"Saint Martin's has really transformed me into the person I am today. I am a lot more confident in myself than I have ever been."
Ashley Taylor is a junior psychology major and a Benedictine Scholar. She came to Saint Martin’s University from her hometown of Riverside, California. She’s a member of the Campus Activities Board (CAB) and she’s involved with SEPIA, the Science of Eating Pathologies and Illness. She works in the research lab of Lindsay Meyer, Ph.D., assistant professor of psychology. Ashley took time to answer questions about her work in Dr. Meyer’s lab and her experience at Saint Martin’s.
What are your responsibilities in Dr. Meyer's research lab? What are you working on?
We all worked on a research chapter for a Nova [Science Publishers] textbook. It's about risk and resiliency factors of college students’ mental health. I worked on the guidelines portion for that section, as well as editing and finding supplemental research for the others to incorporate. We submitted the chapter to the textbook editors at the end of October and will hear back by the end of November.
Now I'm transitioning to helping with doing research that's centered on religious holidays and eating pathologies. So eating disorders in general, are they religiously affiliated, are they more affected by friends and peers, or is it family, is it social media? During religious holidays like Fat Tuesday for example, we’ll take questionnaires and ask students what they think when they're engaging in the religious activities.
How's your experience been at Saint Martin's and what have you enjoyed the most about your time here?
It's definitely been an up-and-down roller coaster. My first year was tough, but that was more me dealing with personal issues. But my second year, it was a much better transition for me. I've found a great group of people that I connected well with. I've been on CAB, the Campus Activities Board, since my freshman year, and I loved it my freshman year, but I truly started putting my heart and soul into it in my sophomore year.

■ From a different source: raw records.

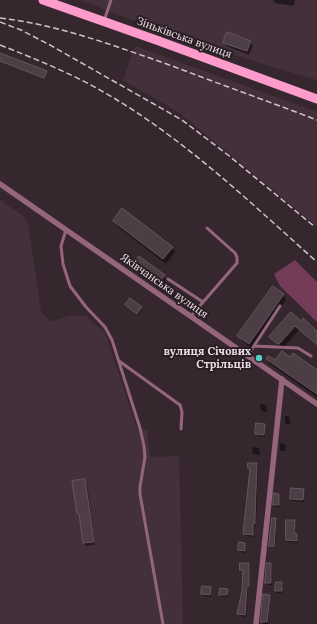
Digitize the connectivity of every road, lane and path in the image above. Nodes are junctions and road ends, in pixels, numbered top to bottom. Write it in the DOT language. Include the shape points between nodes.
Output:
graph roads {
  1 [pos="43,0"];
  2 [pos="111,0"];
  3 [pos="104,21"];
  4 [pos="317,99"];
  5 [pos="0,184"];
  6 [pos="207,228"];
  7 [pos="66,230"];
  8 [pos="168,279"];
  9 [pos="203,302"];
  10 [pos="280,306"];
  11 [pos="191,316"];
  12 [pos="254,346"];
  13 [pos="248,355"];
  14 [pos="310,356"];
  15 [pos="119,361"];
  16 [pos="282,379"];
  17 [pos="317,404"];
  18 [pos="182,429"];
  19 [pos="163,624"];
  20 [pos="256,624"];
  1 -- 3 [label="main road, Зіньківська вулиця"];
  2 -- 3 [label="lane"];
  3 -- 4 [label="main road, Зіньківська вулиця"];
  5 -- 7 [label="street, Яківчанська вулиця"];
  6 -- 9 [label="lane" via="235,253 237,263"];
  7 -- 11 [label="street, Яківчанська вулиця"];
  7 -- 15 [label="lane" via="61,246 70,286 105,327"];
  8 -- 9 [label="lane"];
  9 -- 11 [label="lane"];
  10 -- 12 [label="lane"];
  11 -- 13 [label="street, Яківчанська вулиця"];
  12 -- 13 [label="lane"];
  12 -- 14 [label="lane" via="298,348"];
  13 -- 16 [label="street, Яківчанська вулиця"];
  15 -- 18 [label="lane" via="180,405"];
  15 -- 19 [label="lane" via="144,446 140,494"];
  16 -- 17 [label="street, Яківчанська вулиця"];
  16 -- 20 [label="street"];
}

I was a Norcia mentor my sophomore year and I was also a Norcia my freshman year too. When I finally got that mentor position, I started to feel like this was home because I was so involved. I feel like I've found my place in so many different parts of campus here, there are so many leadership opportunities.
Who's the person who's influenced you most at Saint Martin's?
Honestly I would say my boss, Liz Rumball [assistant director of campus life], has impacted me the most. She’s made me recognize my strengths and recognize my value as a person. And she's helped me—she's seen my lowest of lows, especially my freshman year. She came here the first year I was here, so we were both like first-years together. She helped me through all that, and it means a lot to me.
What advice would you give to a new student?
Try to get as involved as possible. Take the first semester as a trial session and then when you feel comfortable and you feel like you have your course load under control, then start getting involved, because second semester is when the homesickness does start to hit. So involving yourself and getting yourself immersed is really important.
What else would you like to say about your experience here?
Saint Martin's has really transformed me into the person I am today. I am a lot more confident in myself than I have ever been. I used to think I was independent, and moving away I was like, “Oh, I'm so super independent, I think I can live on my own, I can do my own thing.” Then after about the first month I realized I wasn’t ready.
Saint Martin's has had the resources and the people here who supported me and pushed me to reach my full potential. I don't know if I would have been able to do that at a bigger university.
Note on the textbook chapters: Meyer, L., Monson, M., *Porter, T., & *Taylor, A., (invited, under review). College Student Mental Health Part 1: Deconstructing Risk Factors Impacting College Student Mental Health; and Meyer, L., *Porter, T., *Taylor, A., & Monson, M. (invited, under review). College Student Mental Health Part 2: Resiliency and Guidelines to Supporting Mental Health in the College Student Population. EdS pending. “Exploring the Opportunities and Challenges in College Students,” Nova Science Publishers, Inc. Hauppauge, NY.